(DATA TO USE begins)

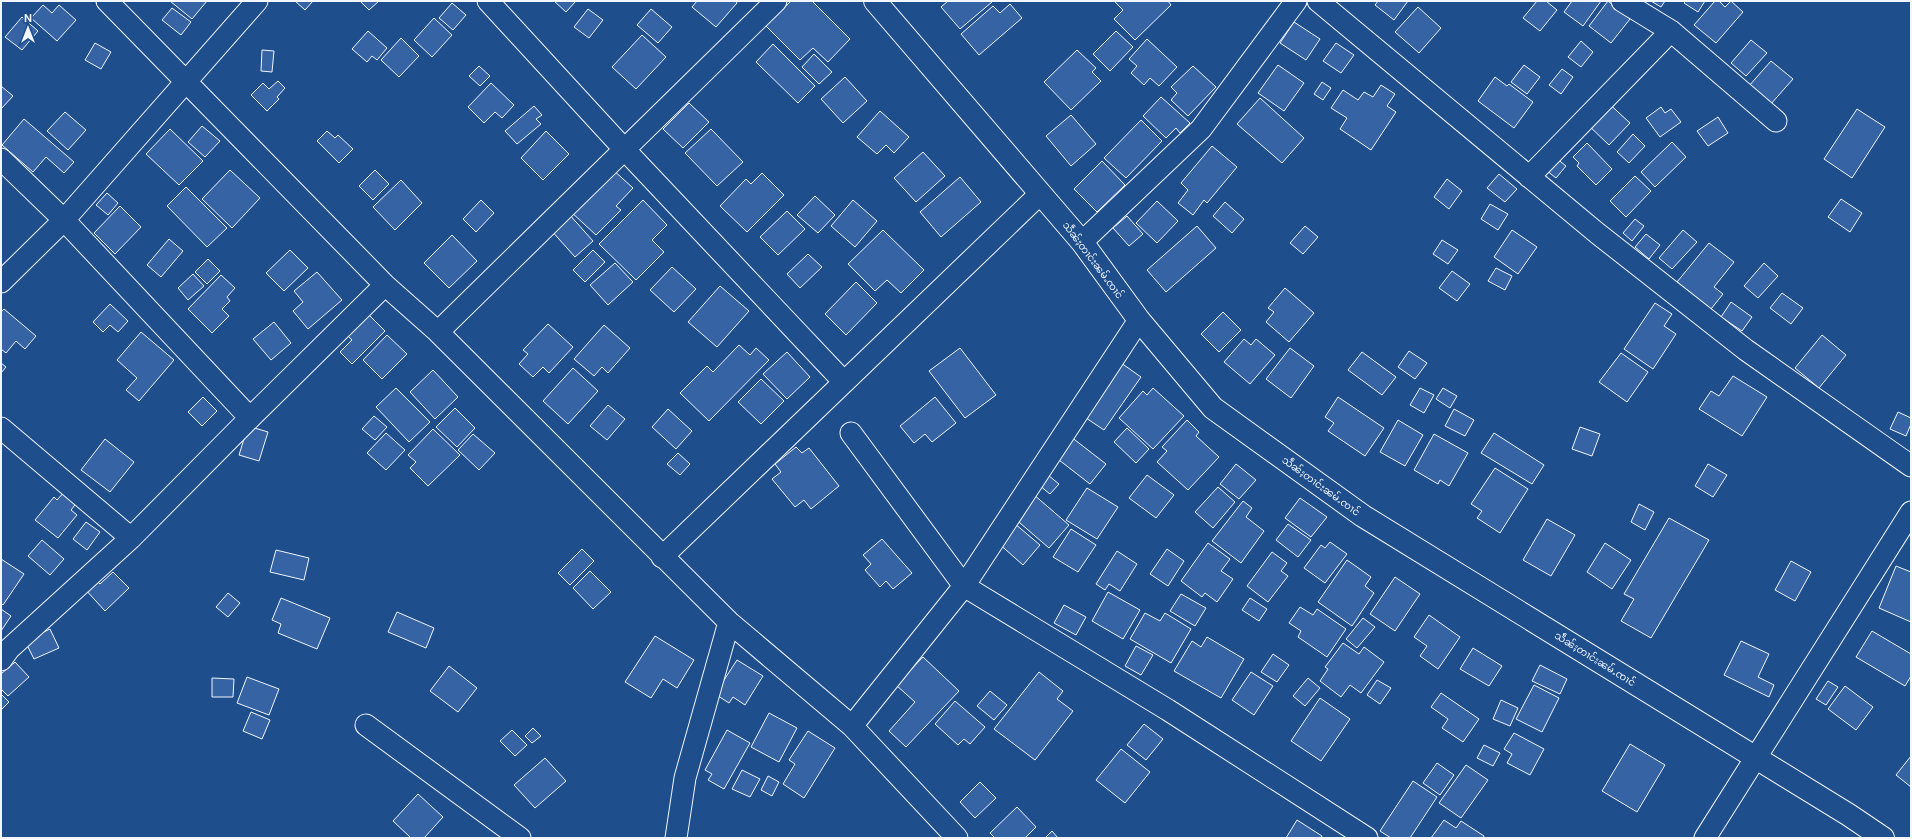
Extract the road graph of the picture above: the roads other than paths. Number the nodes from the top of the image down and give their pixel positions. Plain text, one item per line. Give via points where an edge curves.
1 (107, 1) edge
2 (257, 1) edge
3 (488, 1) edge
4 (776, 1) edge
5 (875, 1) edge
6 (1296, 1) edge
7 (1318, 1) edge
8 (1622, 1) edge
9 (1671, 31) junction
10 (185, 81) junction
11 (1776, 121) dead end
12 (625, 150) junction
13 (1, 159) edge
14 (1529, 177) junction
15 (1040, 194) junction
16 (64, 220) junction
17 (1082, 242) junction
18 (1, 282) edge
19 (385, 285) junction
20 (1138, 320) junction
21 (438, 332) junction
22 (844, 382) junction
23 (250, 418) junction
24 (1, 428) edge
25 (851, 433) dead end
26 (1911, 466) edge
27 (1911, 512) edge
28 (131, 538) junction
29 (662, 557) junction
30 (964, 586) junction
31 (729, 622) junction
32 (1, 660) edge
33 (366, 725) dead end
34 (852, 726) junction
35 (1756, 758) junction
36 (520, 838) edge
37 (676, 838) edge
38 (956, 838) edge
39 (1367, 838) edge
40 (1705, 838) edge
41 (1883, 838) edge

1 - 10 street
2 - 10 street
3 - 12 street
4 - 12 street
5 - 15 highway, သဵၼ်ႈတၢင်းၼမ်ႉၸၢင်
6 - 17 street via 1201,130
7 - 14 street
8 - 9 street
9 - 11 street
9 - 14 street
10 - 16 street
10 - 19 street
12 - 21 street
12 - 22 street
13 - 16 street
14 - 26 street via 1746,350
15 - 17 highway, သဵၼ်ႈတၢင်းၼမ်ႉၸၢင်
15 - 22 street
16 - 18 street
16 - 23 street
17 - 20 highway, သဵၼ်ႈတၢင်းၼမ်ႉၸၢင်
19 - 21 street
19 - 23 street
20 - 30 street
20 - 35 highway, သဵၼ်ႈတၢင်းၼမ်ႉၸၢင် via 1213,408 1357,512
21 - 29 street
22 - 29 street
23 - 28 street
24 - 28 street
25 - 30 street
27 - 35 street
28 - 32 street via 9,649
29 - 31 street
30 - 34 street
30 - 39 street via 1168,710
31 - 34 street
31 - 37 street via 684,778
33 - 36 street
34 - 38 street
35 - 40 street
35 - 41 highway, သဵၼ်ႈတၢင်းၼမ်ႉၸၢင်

(DATA TO USE ends)

[WHAT THIS TASK INVOLVES] In the data above, how many lines contain the word "dead"? Only the number is wanted.

[RESPONSE] 3